_Task details_: Whenever a line below holds the word "Deer", copy that line.

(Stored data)
════
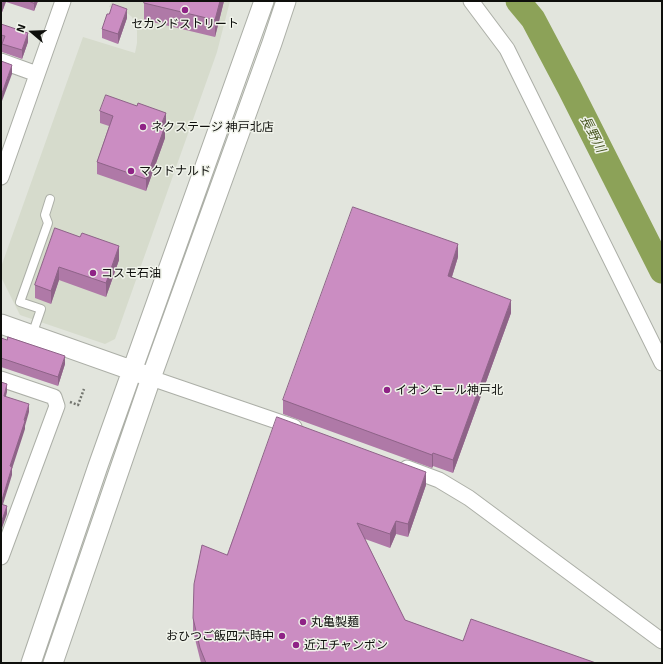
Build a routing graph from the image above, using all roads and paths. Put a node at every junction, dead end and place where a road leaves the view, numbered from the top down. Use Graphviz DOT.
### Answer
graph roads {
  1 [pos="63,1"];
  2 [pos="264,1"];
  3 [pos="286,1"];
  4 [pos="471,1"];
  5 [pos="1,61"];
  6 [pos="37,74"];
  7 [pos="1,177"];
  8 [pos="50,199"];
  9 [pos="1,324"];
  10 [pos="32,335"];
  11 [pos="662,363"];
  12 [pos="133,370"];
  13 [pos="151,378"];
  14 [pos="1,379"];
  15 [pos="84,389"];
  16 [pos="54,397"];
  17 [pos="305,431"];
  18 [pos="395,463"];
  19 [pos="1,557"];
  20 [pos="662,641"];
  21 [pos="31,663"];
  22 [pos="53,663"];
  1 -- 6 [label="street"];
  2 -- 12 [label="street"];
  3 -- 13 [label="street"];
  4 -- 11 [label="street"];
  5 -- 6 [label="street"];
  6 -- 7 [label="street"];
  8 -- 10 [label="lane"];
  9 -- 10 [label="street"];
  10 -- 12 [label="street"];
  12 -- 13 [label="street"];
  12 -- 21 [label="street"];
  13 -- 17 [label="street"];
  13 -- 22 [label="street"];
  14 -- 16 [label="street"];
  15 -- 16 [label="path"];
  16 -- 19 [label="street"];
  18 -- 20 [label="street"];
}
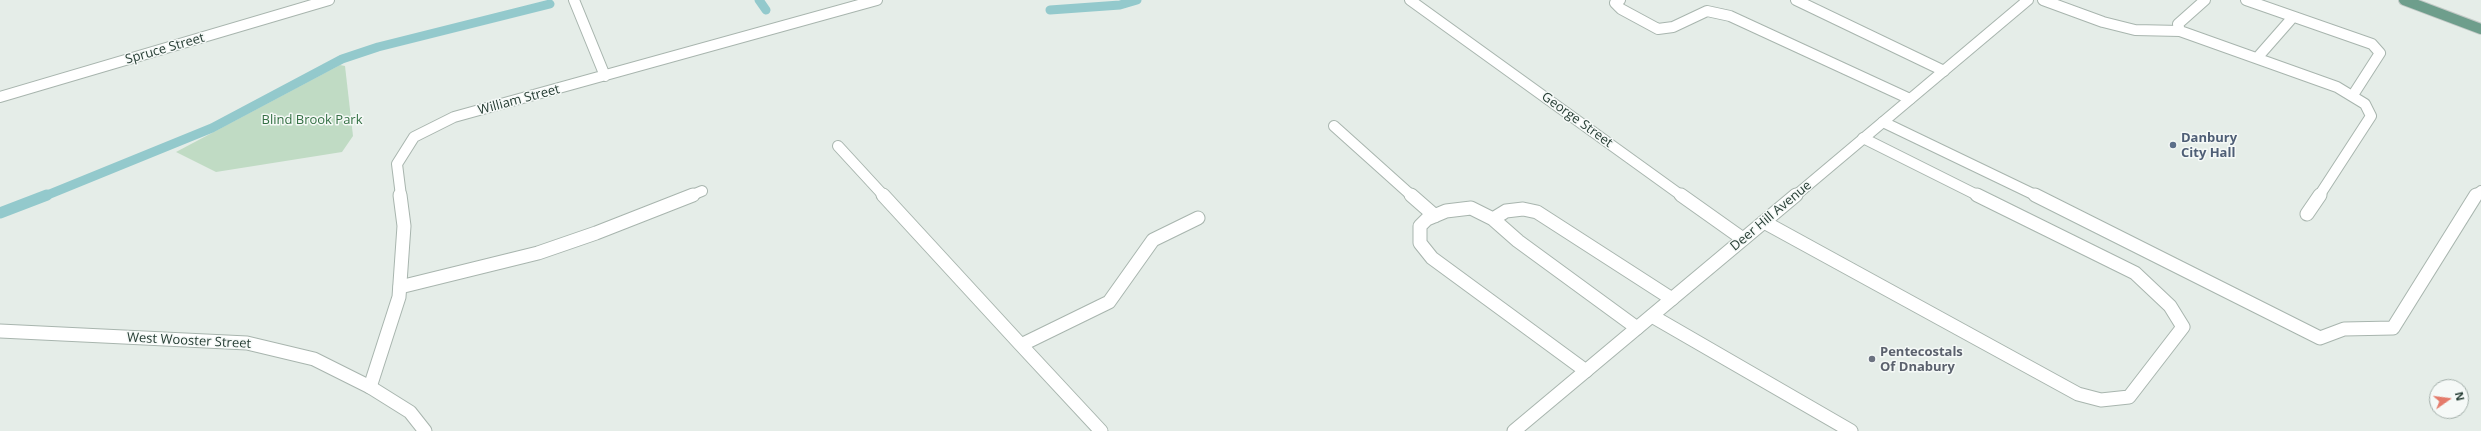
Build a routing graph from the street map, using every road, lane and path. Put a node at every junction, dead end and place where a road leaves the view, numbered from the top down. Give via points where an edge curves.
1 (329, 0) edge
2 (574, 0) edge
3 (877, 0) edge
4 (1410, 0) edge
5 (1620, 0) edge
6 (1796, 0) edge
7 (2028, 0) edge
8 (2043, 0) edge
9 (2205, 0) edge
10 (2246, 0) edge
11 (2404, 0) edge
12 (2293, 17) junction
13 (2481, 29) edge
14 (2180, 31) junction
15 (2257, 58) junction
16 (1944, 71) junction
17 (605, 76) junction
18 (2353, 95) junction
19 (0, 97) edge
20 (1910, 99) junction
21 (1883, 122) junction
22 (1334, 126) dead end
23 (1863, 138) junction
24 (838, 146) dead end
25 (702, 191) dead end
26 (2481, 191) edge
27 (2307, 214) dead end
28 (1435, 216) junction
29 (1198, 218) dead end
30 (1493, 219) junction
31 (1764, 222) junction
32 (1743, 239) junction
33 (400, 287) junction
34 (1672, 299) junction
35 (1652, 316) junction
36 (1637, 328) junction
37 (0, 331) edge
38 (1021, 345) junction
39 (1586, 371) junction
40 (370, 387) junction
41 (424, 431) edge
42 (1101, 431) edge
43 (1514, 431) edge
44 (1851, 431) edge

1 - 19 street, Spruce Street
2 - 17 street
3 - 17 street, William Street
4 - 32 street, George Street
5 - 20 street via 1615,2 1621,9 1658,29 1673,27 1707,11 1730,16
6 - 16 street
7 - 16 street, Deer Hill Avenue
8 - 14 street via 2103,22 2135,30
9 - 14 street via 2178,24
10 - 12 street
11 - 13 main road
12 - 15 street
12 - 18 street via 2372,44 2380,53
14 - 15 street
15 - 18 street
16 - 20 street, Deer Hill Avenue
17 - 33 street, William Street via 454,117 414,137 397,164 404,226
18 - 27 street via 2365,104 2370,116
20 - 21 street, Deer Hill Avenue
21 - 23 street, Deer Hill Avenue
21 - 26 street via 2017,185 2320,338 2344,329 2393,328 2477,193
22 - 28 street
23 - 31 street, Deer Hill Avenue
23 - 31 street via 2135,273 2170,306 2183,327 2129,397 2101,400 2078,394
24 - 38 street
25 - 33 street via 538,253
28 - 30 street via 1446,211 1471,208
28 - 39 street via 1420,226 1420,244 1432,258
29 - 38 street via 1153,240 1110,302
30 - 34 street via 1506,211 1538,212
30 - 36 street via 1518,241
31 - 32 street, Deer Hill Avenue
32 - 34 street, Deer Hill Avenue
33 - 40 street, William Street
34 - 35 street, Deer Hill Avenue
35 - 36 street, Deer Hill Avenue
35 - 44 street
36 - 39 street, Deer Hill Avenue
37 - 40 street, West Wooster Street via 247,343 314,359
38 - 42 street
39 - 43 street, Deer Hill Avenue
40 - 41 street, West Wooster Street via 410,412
════
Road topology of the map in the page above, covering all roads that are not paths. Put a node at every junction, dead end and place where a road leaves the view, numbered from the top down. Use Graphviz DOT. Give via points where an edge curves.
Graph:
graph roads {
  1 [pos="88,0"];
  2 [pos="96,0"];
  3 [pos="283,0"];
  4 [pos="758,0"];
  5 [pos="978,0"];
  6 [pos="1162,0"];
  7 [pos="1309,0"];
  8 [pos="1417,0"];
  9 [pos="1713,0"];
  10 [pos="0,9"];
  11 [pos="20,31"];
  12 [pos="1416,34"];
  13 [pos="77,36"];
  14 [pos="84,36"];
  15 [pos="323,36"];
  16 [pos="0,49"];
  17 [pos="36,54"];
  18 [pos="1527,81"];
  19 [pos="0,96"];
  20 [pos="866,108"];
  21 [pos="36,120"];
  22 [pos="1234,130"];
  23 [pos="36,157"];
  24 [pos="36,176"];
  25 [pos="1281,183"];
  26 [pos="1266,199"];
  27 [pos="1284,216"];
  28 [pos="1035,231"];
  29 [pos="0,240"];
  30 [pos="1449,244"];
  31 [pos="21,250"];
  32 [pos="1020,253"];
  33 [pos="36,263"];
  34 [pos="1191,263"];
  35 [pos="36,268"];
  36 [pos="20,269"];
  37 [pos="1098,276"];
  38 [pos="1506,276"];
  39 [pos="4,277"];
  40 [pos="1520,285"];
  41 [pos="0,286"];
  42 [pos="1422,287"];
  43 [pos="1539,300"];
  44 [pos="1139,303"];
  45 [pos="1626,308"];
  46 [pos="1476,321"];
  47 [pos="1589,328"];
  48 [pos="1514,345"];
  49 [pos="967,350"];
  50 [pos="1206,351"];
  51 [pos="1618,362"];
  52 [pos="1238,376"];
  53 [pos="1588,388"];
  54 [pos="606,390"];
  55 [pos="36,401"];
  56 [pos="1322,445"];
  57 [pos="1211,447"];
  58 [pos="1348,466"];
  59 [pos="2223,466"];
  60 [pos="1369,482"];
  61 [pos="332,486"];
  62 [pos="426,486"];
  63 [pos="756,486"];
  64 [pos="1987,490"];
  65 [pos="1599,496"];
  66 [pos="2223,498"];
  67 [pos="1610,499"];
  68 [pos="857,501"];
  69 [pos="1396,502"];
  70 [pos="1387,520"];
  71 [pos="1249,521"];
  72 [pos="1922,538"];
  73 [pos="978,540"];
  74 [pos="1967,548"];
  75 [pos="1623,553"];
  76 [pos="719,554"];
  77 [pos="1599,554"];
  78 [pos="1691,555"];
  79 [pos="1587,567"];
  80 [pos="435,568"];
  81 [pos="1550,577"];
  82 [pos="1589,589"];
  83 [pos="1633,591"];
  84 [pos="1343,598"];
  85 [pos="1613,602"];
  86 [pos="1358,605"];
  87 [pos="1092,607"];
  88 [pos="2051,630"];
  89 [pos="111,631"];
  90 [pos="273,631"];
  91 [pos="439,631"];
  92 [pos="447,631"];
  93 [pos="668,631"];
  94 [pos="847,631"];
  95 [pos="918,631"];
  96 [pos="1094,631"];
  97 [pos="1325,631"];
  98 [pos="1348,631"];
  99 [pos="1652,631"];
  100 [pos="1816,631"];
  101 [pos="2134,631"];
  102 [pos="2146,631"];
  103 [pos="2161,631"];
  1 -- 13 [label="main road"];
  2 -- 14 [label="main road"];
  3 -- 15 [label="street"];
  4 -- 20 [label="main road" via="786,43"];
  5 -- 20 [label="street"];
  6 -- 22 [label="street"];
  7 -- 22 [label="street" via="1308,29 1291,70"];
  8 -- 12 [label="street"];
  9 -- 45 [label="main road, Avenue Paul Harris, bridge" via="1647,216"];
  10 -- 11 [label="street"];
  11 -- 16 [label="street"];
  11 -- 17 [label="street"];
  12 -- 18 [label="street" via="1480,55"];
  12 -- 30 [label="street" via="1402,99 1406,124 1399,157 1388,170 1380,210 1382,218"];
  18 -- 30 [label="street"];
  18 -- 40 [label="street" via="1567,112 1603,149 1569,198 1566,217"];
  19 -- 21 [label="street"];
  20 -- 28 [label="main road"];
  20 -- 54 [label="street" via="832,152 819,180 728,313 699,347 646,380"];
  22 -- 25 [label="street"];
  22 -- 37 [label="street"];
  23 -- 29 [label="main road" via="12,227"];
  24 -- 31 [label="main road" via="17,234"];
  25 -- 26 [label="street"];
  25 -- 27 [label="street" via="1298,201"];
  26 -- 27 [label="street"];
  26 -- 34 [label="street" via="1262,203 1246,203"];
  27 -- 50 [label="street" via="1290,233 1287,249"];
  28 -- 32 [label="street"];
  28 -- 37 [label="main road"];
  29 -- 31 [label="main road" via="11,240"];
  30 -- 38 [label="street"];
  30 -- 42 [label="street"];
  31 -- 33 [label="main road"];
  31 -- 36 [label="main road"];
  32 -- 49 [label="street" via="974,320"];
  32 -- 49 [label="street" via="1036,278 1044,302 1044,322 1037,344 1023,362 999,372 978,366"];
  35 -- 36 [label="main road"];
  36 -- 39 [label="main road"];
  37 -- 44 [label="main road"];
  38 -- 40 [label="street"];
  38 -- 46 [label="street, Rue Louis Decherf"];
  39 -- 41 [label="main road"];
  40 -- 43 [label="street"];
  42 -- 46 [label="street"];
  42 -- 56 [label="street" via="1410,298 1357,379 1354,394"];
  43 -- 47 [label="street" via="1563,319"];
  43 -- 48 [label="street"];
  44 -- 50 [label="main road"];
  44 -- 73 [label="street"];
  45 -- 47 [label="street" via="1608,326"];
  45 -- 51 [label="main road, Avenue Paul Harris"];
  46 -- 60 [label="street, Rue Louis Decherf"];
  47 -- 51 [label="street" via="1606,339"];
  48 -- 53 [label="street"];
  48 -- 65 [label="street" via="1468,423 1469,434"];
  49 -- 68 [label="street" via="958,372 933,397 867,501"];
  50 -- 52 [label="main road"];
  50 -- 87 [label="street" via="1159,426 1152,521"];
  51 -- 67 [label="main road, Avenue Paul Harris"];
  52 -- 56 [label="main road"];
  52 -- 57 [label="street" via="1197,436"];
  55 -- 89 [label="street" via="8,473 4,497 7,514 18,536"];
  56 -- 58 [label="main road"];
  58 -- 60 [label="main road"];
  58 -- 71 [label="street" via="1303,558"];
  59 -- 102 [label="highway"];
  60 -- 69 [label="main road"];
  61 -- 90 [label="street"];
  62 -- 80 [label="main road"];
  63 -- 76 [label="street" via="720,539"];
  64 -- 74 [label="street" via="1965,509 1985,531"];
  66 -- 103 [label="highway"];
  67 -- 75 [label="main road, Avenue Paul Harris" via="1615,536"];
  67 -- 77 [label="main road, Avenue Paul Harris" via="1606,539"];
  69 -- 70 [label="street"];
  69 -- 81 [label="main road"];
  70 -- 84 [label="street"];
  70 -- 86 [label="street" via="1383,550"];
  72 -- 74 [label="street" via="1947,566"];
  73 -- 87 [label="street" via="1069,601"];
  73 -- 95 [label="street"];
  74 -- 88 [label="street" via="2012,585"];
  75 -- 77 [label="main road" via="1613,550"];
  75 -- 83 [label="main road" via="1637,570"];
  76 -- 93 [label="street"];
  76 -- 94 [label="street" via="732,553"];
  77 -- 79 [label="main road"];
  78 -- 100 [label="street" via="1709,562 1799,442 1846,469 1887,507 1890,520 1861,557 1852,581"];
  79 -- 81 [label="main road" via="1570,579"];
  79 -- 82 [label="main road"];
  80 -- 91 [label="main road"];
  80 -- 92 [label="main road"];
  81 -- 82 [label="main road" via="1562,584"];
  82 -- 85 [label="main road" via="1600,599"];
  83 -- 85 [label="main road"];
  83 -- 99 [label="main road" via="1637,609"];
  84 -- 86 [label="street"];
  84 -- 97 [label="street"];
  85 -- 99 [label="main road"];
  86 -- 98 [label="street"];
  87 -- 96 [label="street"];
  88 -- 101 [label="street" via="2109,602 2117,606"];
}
════
_Answer for this exercise_:
7 - 16 street, Deer Hill Avenue
16 - 20 street, Deer Hill Avenue
20 - 21 street, Deer Hill Avenue
21 - 23 street, Deer Hill Avenue
23 - 31 street, Deer Hill Avenue
31 - 32 street, Deer Hill Avenue
32 - 34 street, Deer Hill Avenue
34 - 35 street, Deer Hill Avenue
35 - 36 street, Deer Hill Avenue
36 - 39 street, Deer Hill Avenue
39 - 43 street, Deer Hill Avenue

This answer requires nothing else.